[MDEV-26823] provide a way to monitor thread_pool_max_threads status Created: 2021-09-28 Updated: 2024-02-05 |
|
| Status: | Needs Feedback |
| Project: | MariaDB Server |
| Component/s: | None |
| Fix Version/s: | N/A |
| Type: | New Feature | Priority: | Major |
| Reporter: | Allen Lee (Inactive) | Assignee: | Ben Stillman |
| Resolution: | Unresolved | Votes: | 0 |
| Labels: | None | ||
| Description |
|
A customer is requesting the feature to monitor the usage of thread_pool_max_threads.
|
| Comments |
| Comment by Vladislav Vaintroub [ 2021-10-27 ] | ||||||
|
First, thread_pool_max_threads does not grow. It is a system variable, and it does not change, unless user with enough privileges changes its value with "SET GLOBAL thread_pool_max_threads". I assume in following that the variable in question is "threadpool_threads", and people want to know how many threads there are. The answer is - you monitor is like any other global status variable. How to know that maximum threads were reached - compare the status variable "threadpool_threads" with system variable "thread_pool_max_threads".
The 'statistic' variable is called "threadpool_threads". There is no forecast, because in case of contention number of threads will grow rather rapidly (this was necessary to fix I suggest to describe the actual problem people have, it is hard to make sense of the request otherwise. | ||||||
| Comment by Chris Calender (Inactive) [ 2021-10-28 ] | ||||||
|
Hi wlad! Many thanks for the feedback! Yes, my apologies about thread_pool_max_threads. Yes, that is the system variable they set. So your assumption is correct in that they want to monitor the status variable of the max threads being used at any point in time. While threadpool_threads sounds like it should do what they want, they are not finding that to be the case. Perhaps we simply do not know how the calculation is performed, or maybe it is not tracked 100% correctly. I say that because the customer has the following threadpool-related variables set: thread_handling=pool-of-threads While the server is running, they actively monitor both threadpool_threads and thread_pool_idle_threads. Just before the exhaustion error: 2021-09-01 0:00:23 0 [ERROR] Threadpool could not create additional thread to handle queries, because the number of allowed threads was reached. Increasing 'thread_pool_max_threads' parameter can help in this situation.
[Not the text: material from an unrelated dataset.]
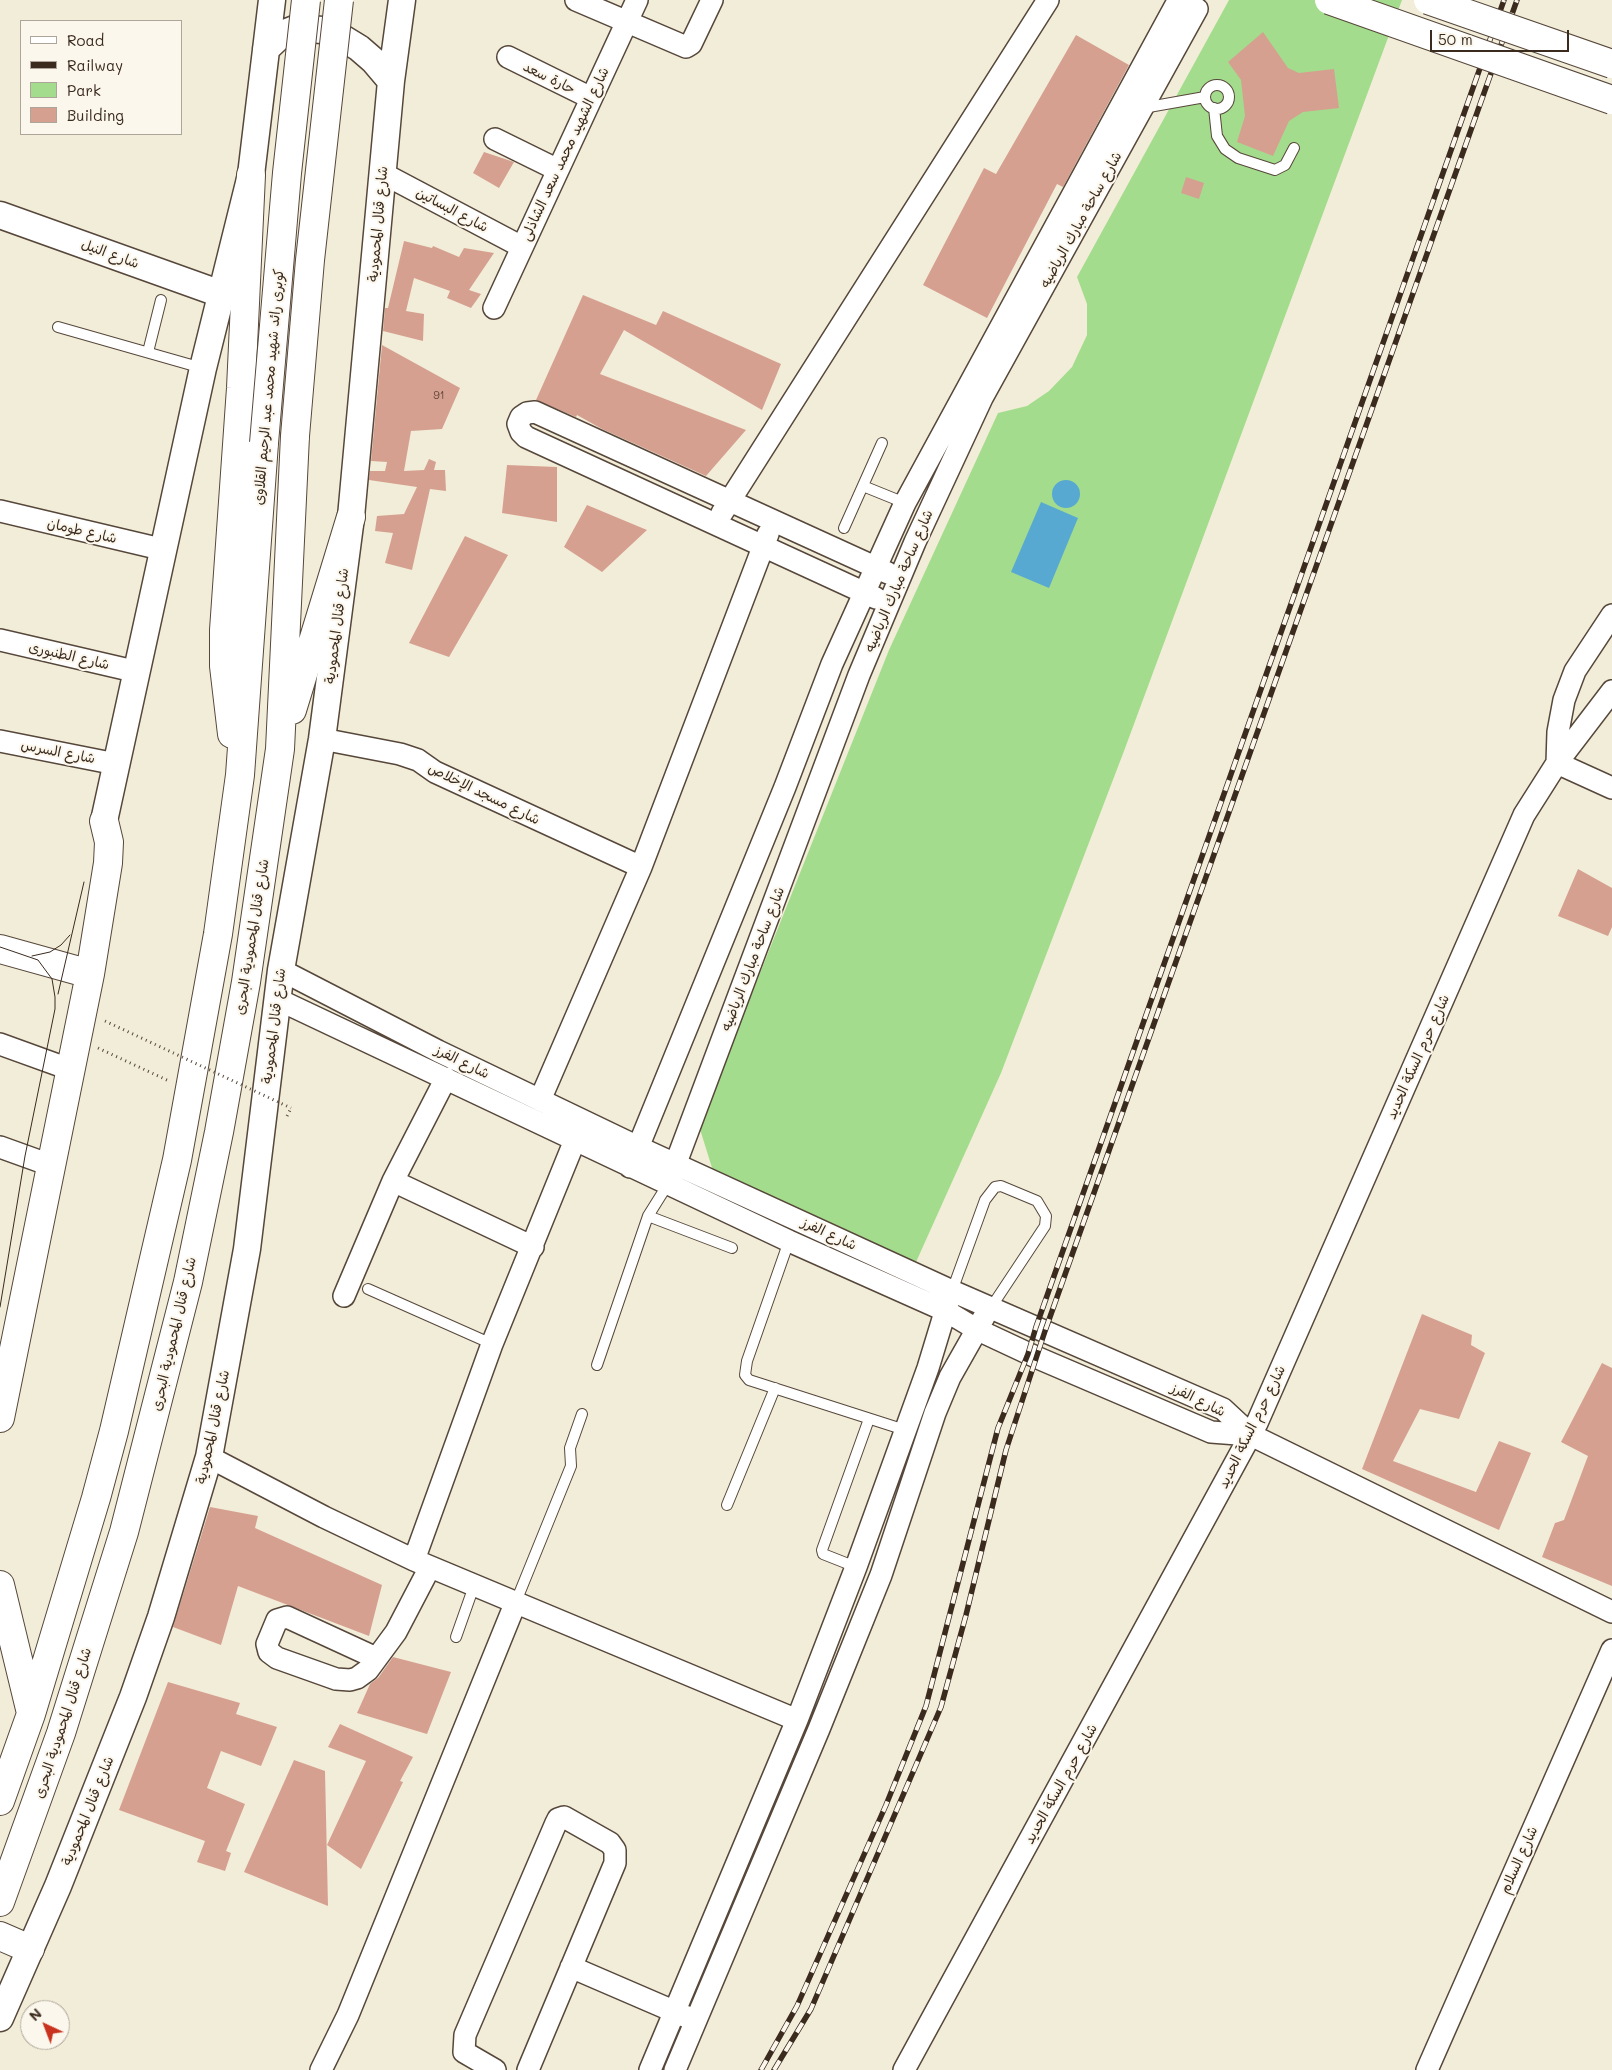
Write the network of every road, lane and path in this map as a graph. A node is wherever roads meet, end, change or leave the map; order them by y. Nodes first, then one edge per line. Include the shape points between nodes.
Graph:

They saw reported values of (~1 minute before the crash): threadpool_threads: 1044 So we're unsure how these 2 variables relate to the 4096 they have set for thread_pool_max_threads. I would expect thread_pool_threads to be close to the 4096? Or at least threadpool_threads + threadpool_idle_threads = 4096? Perhaps even slightly higher based on the docs: "Number of threads in the thread pool. In rare cases, this can be slightly higher than thread_pool_max_threads, because each thread group needs at least two threads (i.e. at least one worker thread and at least one listener thread) to prevent deadlocks. " Am I missing something obvious in the calculation? If I take ((threadpool_threads + threadpool_idle_threads) * 2), then I approach 4096, but I think I'm just grasping at straws on that idea... It would be terrific news if they can indeed simply monitor threadpool_threads and threadpool_idle_threads... In the end, they just want to be able to monitor it, so they can try to avoid threadpool exhaustion on their side. Hope this helps explain. | ||||||
| Comment by Vladislav Vaintroub [ 2021-10-28 ] | ||||||
|
I think the calculations are incorrect. Thing is
In addition
The assumption that threadpool can't create 3K threads in a minute is incorrect. In your case it did, and it can create 3K threads in couple of milliseconds, if all workers block on something. I guess all your workers are blocking on something, wild guess is that something like FLUSH TABLES WITH READ LOCK is running. You could try a couple of thousands "SELECT SLEEP(1)" in parallel, to experience a surge in thread counts, too. So, you can monitor both status variables, and in addition you can monitor "Threads_running" status variable, which tells you how many queries are currently executing (they could block though, contributing to "idle" thread count). Just don't assume that throttling in thread creation always applies. These rules usually apply, unless there is a contention on some global resource, or something that makes all threads block (as I explained, also SLEEP(1) will do) BTW, unless their box is like 128 CPU large, or something around it, thread_pool_size=512 is an exaggeration. It should usually work OK with default settings. If it is a workaround for something, I'd like to know for what. If you want to avoid those messages, do not set thread_pool_max_threads to 4096. Set it larger, or much larger. You mentioned some crash. If there was a crash, it is a different thing than this (often harmless) "thread pool blocked" message. I changed the severity of "thread pool blocked" message now, so it spits out a warning, rather than [ERROR]. Nothing is blocked, as long as queries are executed. even if no queries are executed, it could also be just a consequence of global locks. In the end, I think people should start with default settings for the threadpool, and if they monitor surge in number of threads, they could correlate it with contention. They could try to ignore the warning, it does not flood the log, and it is written at most once since the startup. And of course, they could use the admin connection via --extra-port, to modify the thread_pool_max_threads or "recover from this situation". th admin connection is not participating in threadpool, it won't experience queuing or anything like that. | ||||||
| Comment by Vladislav Vaintroub [ 2021-10-28 ] | ||||||
|
BTW, what should probably be done in threadpool to avoid surges in thread counts, is the ability "not" to yield a worker thread if current thread holds some lock(FTWRL, backup lock, table lock, user lock, or even inside transaction, possibly holding row locks), plus minimal throttling interval between thread creations. in many cases, immediate creation of threads is done in a hope that a newly created thread will serve a query that releases some global lock that everyone is waiting for, e.g UNLOCK TABLES. |